Despite these challenges, it found the Department of Education’s emergency solutions in 2020 and 2021 were “suitable alternatives given the context, health situation, limited time, lack of evidence and educational constraints” .
It said it reached its main goal of allowing senior cycle students to conclude their education and transition to either further and tertiary education or work.
For students, it reduced anxiety and stress and allowed use of other assessment approaches, while for teachers and schools, their empowerment was critical to deal with the emergency solutions.
“For the education system, it demonstrated strong collaboration and consensus in decision making on alternatives to the Leaving Certificate examinations.

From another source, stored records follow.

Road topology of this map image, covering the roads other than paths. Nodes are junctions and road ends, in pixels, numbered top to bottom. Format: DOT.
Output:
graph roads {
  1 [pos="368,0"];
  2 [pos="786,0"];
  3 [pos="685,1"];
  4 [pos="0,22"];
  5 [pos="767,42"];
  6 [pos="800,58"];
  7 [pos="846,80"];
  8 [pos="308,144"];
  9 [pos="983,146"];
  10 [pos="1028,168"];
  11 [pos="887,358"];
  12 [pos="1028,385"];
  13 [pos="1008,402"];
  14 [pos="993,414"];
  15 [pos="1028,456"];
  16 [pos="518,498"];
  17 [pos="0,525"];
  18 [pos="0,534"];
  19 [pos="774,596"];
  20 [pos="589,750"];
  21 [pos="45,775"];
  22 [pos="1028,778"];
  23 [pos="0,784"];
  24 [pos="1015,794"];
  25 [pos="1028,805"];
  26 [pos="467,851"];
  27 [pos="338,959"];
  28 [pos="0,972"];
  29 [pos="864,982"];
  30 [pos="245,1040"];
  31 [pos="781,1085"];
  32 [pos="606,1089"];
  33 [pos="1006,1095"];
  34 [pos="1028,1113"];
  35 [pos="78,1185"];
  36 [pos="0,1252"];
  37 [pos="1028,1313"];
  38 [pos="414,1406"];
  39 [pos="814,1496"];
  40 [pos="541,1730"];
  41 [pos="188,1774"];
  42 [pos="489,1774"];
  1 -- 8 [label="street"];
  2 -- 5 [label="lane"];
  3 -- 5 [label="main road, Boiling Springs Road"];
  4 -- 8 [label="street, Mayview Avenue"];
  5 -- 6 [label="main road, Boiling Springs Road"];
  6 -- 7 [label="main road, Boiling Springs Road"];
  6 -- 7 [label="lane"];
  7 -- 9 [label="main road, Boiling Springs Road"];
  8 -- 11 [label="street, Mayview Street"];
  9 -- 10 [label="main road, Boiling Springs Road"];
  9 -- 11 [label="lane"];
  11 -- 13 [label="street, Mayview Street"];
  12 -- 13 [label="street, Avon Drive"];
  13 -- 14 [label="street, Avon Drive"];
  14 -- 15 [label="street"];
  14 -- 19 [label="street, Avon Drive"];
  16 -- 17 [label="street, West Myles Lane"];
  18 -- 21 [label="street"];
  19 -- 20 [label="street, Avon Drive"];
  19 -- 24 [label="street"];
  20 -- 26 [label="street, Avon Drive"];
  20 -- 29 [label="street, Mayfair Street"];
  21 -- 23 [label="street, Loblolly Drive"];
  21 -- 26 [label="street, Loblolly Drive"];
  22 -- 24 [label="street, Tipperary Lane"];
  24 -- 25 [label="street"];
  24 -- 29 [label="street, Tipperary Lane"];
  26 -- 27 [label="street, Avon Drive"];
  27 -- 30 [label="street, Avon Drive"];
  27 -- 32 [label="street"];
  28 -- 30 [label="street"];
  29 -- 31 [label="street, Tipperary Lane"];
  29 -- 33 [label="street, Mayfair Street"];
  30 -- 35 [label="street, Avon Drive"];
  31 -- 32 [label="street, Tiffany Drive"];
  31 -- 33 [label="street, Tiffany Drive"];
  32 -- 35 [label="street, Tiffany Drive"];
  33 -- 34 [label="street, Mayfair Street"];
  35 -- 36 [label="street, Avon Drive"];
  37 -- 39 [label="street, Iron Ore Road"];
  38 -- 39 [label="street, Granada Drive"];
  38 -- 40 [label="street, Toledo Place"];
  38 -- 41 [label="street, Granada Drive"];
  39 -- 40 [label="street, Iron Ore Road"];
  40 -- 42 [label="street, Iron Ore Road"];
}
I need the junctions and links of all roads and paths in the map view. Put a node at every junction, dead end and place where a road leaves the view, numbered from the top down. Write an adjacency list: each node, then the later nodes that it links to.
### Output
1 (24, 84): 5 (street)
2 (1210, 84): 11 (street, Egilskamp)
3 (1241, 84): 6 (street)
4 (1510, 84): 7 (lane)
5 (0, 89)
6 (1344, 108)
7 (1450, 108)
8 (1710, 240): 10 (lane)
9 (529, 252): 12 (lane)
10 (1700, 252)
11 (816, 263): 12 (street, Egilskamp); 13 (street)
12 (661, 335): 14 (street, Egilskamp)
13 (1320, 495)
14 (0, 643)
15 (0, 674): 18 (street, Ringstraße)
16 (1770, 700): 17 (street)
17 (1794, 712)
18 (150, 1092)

“It helped to emphasise the strengths and challenges associated with the traditional Leaving Certificate and demonstrated the importance placed on the Leaving Certificate by Irish society in general as a signpost of the quality of the education system and its reliability to signal students’ accomplishments and general readiness to move into tertiary education,” it said.
“It also demonstrated the system’s fragility in times of emergency and uncertainty and showed how important an alternative approach or emergency solution can be.”
It said Ireland could take this into consideration in the future by planning pathways that do not limit students’ opportunities to finish the senior cycle to only a single approach – the Leaving Cert exams – and by putting in place a range of options to consider for times of emergency.